▼▼▼

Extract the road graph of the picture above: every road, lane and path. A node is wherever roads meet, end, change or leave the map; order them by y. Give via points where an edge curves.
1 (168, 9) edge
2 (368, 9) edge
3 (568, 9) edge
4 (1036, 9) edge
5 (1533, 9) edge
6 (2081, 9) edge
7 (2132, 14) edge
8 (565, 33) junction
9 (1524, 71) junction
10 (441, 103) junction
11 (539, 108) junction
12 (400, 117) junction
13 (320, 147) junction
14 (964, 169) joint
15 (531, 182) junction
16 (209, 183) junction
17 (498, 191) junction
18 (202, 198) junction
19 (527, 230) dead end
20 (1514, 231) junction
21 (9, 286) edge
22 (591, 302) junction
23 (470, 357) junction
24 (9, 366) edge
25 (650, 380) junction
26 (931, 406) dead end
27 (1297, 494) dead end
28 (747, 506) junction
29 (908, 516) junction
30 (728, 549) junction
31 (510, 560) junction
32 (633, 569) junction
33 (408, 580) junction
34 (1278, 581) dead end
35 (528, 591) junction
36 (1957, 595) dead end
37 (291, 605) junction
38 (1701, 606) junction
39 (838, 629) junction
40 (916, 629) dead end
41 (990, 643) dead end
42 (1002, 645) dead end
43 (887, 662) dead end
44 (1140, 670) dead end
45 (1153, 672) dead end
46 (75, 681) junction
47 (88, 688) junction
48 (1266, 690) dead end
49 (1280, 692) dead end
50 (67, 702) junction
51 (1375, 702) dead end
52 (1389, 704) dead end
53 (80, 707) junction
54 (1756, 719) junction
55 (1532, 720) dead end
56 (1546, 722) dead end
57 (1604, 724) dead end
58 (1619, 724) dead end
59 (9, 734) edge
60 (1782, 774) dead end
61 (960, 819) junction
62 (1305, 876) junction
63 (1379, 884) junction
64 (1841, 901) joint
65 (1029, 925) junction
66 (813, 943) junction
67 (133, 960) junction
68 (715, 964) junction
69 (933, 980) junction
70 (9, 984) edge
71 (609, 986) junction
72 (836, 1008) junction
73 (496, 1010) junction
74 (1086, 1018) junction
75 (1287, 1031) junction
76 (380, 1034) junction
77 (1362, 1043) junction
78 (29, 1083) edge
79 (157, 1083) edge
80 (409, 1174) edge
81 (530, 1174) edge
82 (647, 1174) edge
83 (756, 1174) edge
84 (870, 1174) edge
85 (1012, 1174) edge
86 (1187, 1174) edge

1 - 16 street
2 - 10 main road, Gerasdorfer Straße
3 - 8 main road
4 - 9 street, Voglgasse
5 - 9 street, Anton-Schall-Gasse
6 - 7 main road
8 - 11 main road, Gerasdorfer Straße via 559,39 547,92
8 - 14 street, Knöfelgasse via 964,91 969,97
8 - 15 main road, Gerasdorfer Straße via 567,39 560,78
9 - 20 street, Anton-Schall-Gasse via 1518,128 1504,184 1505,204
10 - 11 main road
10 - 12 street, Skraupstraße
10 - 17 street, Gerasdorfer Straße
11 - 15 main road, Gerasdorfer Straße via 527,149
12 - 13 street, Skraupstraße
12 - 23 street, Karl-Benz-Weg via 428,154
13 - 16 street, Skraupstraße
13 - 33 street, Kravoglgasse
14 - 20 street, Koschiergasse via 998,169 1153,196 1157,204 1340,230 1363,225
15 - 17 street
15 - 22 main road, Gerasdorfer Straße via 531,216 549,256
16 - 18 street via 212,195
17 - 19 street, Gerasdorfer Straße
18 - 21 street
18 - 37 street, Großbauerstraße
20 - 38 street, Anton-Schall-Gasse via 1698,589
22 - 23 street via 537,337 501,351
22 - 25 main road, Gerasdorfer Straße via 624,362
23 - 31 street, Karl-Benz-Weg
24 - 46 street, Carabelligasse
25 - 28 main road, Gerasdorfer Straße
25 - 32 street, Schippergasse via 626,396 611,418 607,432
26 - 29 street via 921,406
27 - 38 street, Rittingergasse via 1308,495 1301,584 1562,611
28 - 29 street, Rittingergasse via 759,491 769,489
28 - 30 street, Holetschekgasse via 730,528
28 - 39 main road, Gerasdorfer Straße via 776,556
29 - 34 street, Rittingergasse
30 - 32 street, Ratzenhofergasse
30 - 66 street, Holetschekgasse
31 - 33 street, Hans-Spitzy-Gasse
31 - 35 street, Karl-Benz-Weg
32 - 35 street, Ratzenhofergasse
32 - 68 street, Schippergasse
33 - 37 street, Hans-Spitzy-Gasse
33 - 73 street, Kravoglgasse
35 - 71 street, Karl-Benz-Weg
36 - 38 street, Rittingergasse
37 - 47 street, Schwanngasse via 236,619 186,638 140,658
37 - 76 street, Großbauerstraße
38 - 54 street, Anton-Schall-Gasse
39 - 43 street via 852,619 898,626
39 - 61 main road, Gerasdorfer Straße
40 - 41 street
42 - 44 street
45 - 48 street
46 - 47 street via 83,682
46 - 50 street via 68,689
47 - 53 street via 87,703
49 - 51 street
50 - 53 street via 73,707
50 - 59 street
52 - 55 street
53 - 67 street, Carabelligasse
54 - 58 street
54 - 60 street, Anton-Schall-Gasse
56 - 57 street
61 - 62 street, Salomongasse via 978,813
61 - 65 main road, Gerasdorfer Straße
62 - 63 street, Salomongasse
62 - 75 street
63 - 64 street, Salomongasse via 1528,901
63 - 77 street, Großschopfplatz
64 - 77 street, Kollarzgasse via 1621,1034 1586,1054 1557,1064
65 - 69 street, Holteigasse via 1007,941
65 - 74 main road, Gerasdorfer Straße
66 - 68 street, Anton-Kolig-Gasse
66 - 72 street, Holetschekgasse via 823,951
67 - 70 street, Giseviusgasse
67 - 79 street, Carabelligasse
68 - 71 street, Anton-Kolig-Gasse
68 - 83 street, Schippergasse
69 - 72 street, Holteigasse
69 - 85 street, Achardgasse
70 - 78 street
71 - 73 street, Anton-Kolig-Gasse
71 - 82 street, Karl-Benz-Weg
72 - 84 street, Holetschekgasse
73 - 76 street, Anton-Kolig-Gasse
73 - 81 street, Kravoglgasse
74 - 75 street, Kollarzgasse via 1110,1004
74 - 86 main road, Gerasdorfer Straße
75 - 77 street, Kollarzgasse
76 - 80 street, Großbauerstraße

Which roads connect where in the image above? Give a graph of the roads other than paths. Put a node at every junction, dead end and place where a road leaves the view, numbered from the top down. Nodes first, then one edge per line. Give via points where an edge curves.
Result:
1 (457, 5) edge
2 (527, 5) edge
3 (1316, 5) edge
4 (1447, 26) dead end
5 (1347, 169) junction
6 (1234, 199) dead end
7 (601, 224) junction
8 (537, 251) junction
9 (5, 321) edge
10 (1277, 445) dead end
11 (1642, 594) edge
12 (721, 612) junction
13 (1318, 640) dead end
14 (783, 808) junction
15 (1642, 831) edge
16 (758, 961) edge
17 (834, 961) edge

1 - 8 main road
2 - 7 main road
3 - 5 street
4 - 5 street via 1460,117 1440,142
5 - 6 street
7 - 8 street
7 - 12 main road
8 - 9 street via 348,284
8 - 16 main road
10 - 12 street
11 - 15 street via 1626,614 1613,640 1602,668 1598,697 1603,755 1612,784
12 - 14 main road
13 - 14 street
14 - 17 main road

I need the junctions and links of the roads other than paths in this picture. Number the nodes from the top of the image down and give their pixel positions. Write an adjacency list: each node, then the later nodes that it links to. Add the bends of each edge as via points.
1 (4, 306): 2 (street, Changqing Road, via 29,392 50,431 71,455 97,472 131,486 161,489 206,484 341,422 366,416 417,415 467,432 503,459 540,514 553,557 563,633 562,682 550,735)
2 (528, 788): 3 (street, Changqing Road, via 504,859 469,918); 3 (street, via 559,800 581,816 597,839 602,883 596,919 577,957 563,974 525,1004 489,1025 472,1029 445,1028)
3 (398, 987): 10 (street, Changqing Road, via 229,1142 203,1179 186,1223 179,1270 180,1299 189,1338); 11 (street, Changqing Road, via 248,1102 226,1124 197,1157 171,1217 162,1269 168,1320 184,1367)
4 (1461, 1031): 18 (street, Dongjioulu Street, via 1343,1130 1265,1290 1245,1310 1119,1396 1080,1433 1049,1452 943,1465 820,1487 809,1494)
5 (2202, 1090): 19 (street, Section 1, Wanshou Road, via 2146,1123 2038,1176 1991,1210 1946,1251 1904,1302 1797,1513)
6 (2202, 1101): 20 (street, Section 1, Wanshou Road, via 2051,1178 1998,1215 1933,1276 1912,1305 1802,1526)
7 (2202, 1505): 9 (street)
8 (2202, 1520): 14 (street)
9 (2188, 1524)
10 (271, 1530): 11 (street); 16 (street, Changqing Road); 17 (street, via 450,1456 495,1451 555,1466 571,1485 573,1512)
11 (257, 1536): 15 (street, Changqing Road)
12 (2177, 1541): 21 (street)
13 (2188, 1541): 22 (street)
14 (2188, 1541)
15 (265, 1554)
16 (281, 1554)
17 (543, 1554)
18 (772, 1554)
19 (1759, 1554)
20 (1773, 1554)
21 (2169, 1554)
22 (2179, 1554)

▲▲▲

Find the lines that mention "Anton" in the entries and show them.

RESULT:
5 - 9 street, Anton-Schall-Gasse
9 - 20 street, Anton-Schall-Gasse via 1518,128 1504,184 1505,204
20 - 38 street, Anton-Schall-Gasse via 1698,589
38 - 54 street, Anton-Schall-Gasse
54 - 60 street, Anton-Schall-Gasse
66 - 68 street, Anton-Kolig-Gasse
68 - 71 street, Anton-Kolig-Gasse
71 - 73 street, Anton-Kolig-Gasse
73 - 76 street, Anton-Kolig-Gasse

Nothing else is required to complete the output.